MATERIAL FOR THIS EXERCISE
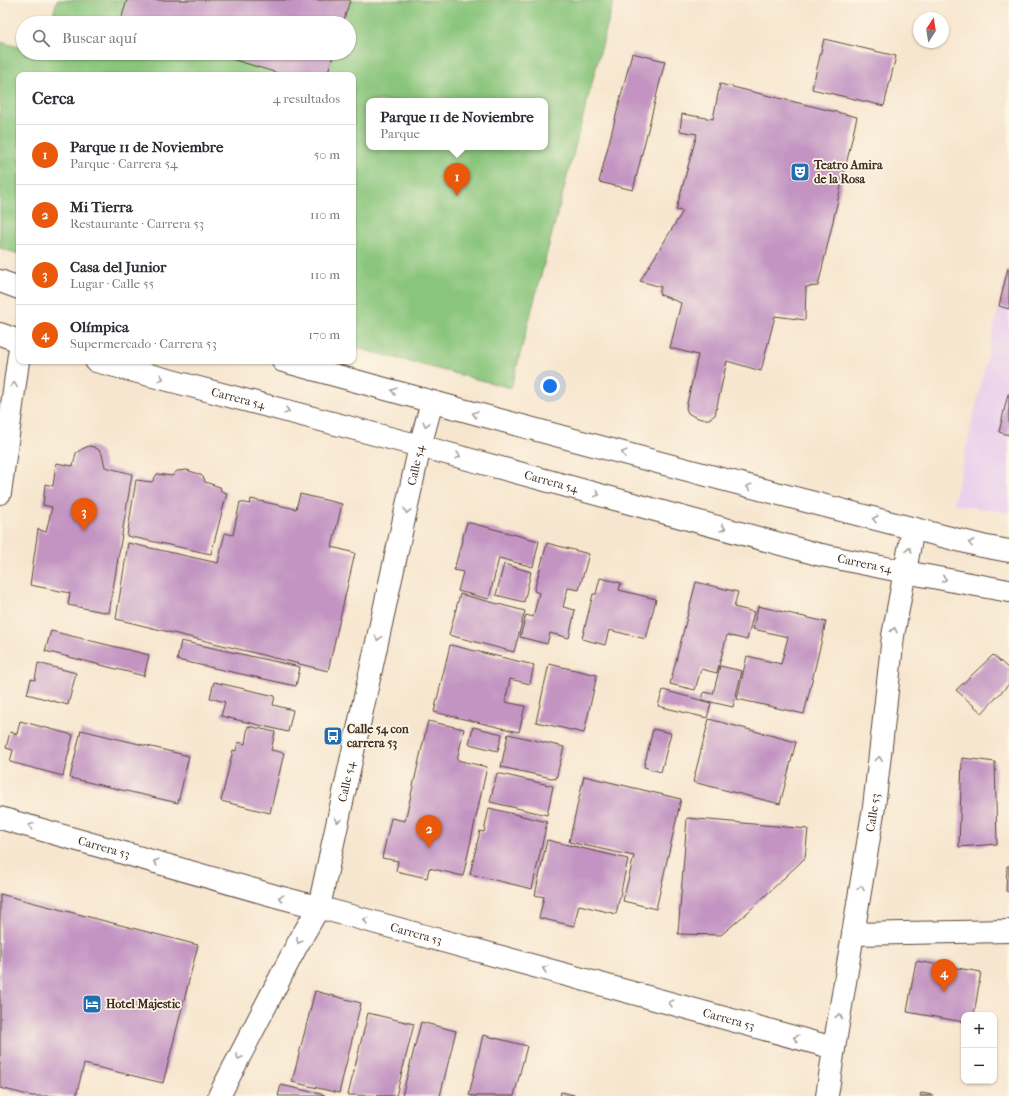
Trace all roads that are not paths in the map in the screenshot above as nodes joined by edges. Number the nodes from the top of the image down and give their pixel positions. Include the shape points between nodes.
1 (0, 281) edge
2 (16, 287) edge
3 (0, 334) edge
4 (16, 340) edge
5 (18, 364) edge
6 (107, 364) edge
7 (294, 364) edge
8 (432, 402) junction
9 (420, 446) junction
10 (0, 493) edge
11 (913, 528) junction
12 (1009, 551) edge
13 (905, 572) junction
14 (1009, 591) edge
15 (0, 818) edge
16 (318, 907) junction
17 (1009, 931) edge
18 (853, 934) junction
19 (834, 1048) junction
20 (219, 1096) edge
21 (827, 1096) edge

1 - 2 street
3 - 4 street
10 -> 5 street
6 -> 9 street, Carrera 54
8 -> 7 street
8 -> 9 street, Calle 54
11 -> 8 street
9 -> 13 street, Carrera 54 via 817,554
9 -> 16 street, Calle 54
12 -> 11 street
13 -> 11 street, Calle 53
13 -> 14 street, Carrera 54
18 -> 13 street, Calle 53 via 874,807 893,636
16 -> 15 street, Carrera 53
19 -> 16 street, Carrera 53
16 -> 20 street, Calle 54
17 - 18 street
19 -> 18 street, Calle 53
19 - 21 street, Calle 53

WHAT IS EXPECTED
Images stay out, but the rest of the records must be retyped exactly.

WORKED SOLUTION
Trace all roads that are not paths in the map in the screenshot above as nodes joined by edges. Number the nodes from the top of the image down and give their pixel positions. Include the shape points between nodes.
1 (0, 281) edge
2 (16, 287) edge
3 (0, 334) edge
4 (16, 340) edge
5 (18, 364) edge
6 (107, 364) edge
7 (294, 364) edge
8 (432, 402) junction
9 (420, 446) junction
10 (0, 493) edge
11 (913, 528) junction
12 (1009, 551) edge
13 (905, 572) junction
14 (1009, 591) edge
15 (0, 818) edge
16 (318, 907) junction
17 (1009, 931) edge
18 (853, 934) junction
19 (834, 1048) junction
20 (219, 1096) edge
21 (827, 1096) edge

1 - 2 street
3 - 4 street
10 -> 5 street
6 -> 9 street, Carrera 54
8 -> 7 street
8 -> 9 street, Calle 54
11 -> 8 street
9 -> 13 street, Carrera 54 via 817,554
9 -> 16 street, Calle 54
12 -> 11 street
13 -> 11 street, Calle 53
13 -> 14 street, Carrera 54
18 -> 13 street, Calle 53 via 874,807 893,636
16 -> 15 street, Carrera 53
19 -> 16 street, Carrera 53
16 -> 20 street, Calle 54
17 - 18 street
19 -> 18 street, Calle 53
19 - 21 street, Calle 53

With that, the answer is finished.